Stored records

»»

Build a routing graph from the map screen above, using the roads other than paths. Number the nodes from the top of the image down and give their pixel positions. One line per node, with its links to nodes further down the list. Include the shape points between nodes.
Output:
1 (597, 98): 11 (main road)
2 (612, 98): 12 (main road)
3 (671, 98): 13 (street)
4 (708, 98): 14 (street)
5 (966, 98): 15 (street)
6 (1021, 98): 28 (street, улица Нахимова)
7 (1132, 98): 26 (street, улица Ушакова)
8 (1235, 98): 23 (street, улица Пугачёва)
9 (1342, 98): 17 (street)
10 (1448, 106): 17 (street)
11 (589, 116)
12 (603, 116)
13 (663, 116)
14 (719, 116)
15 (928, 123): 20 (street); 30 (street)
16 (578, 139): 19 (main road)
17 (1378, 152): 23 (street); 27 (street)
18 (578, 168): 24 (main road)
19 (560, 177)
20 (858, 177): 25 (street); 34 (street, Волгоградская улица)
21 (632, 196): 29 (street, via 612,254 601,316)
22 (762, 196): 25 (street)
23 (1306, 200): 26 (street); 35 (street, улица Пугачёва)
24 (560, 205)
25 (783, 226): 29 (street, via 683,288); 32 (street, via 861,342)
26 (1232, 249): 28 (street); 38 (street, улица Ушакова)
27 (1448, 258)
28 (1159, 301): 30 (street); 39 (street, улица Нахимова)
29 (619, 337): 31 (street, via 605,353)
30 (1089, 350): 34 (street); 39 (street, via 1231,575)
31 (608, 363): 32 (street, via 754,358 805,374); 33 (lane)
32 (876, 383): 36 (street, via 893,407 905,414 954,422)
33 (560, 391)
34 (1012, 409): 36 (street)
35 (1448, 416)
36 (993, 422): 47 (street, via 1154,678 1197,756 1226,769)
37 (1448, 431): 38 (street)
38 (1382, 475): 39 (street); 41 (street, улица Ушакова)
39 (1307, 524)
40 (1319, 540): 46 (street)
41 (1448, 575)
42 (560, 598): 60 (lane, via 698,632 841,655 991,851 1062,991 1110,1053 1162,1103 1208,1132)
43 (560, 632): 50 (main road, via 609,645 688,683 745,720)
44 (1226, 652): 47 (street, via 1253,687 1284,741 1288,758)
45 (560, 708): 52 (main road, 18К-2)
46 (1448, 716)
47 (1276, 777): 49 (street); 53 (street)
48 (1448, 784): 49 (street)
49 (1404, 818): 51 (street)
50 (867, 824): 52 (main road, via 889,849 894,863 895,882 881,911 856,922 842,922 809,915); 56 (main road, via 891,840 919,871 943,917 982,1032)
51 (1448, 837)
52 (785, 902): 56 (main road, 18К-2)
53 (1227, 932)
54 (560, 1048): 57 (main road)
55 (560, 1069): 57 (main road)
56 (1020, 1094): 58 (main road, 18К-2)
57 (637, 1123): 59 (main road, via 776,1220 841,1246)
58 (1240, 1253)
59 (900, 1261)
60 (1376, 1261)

««

__Instructions for the task__. From the records above, extract every entry exactly as given.

__Response area__.
Build a routing graph from the map screen above, using the roads other than paths. Number the nodes from the top of the image down and give their pixel positions. One line per node, with its links to nodes further down the list. Include the shape points between nodes.
Output:
1 (597, 98): 11 (main road)
2 (612, 98): 12 (main road)
3 (671, 98): 13 (street)
4 (708, 98): 14 (street)
5 (966, 98): 15 (street)
6 (1021, 98): 28 (street, улица Нахимова)
7 (1132, 98): 26 (street, улица Ушакова)
8 (1235, 98): 23 (street, улица Пугачёва)
9 (1342, 98): 17 (street)
10 (1448, 106): 17 (street)
11 (589, 116)
12 (603, 116)
13 (663, 116)
14 (719, 116)
15 (928, 123): 20 (street); 30 (street)
16 (578, 139): 19 (main road)
17 (1378, 152): 23 (street); 27 (street)
18 (578, 168): 24 (main road)
19 (560, 177)
20 (858, 177): 25 (street); 34 (street, Волгоградская улица)
21 (632, 196): 29 (street, via 612,254 601,316)
22 (762, 196): 25 (street)
23 (1306, 200): 26 (street); 35 (street, улица Пугачёва)
24 (560, 205)
25 (783, 226): 29 (street, via 683,288); 32 (street, via 861,342)
26 (1232, 249): 28 (street); 38 (street, улица Ушакова)
27 (1448, 258)
28 (1159, 301): 30 (street); 39 (street, улица Нахимова)
29 (619, 337): 31 (street, via 605,353)
30 (1089, 350): 34 (street); 39 (street, via 1231,575)
31 (608, 363): 32 (street, via 754,358 805,374); 33 (lane)
32 (876, 383): 36 (street, via 893,407 905,414 954,422)
33 (560, 391)
34 (1012, 409): 36 (street)
35 (1448, 416)
36 (993, 422): 47 (street, via 1154,678 1197,756 1226,769)
37 (1448, 431): 38 (street)
38 (1382, 475): 39 (street); 41 (street, улица Ушакова)
39 (1307, 524)
40 (1319, 540): 46 (street)
41 (1448, 575)
42 (560, 598): 60 (lane, via 698,632 841,655 991,851 1062,991 1110,1053 1162,1103 1208,1132)
43 (560, 632): 50 (main road, via 609,645 688,683 745,720)
44 (1226, 652): 47 (street, via 1253,687 1284,741 1288,758)
45 (560, 708): 52 (main road, 18К-2)
46 (1448, 716)
47 (1276, 777): 49 (street); 53 (street)
48 (1448, 784): 49 (street)
49 (1404, 818): 51 (street)
50 (867, 824): 52 (main road, via 889,849 894,863 895,882 881,911 856,922 842,922 809,915); 56 (main road, via 891,840 919,871 943,917 982,1032)
51 (1448, 837)
52 (785, 902): 56 (main road, 18К-2)
53 (1227, 932)
54 (560, 1048): 57 (main road)
55 (560, 1069): 57 (main road)
56 (1020, 1094): 58 (main road, 18К-2)
57 (637, 1123): 59 (main road, via 776,1220 841,1246)
58 (1240, 1253)
59 (900, 1261)
60 (1376, 1261)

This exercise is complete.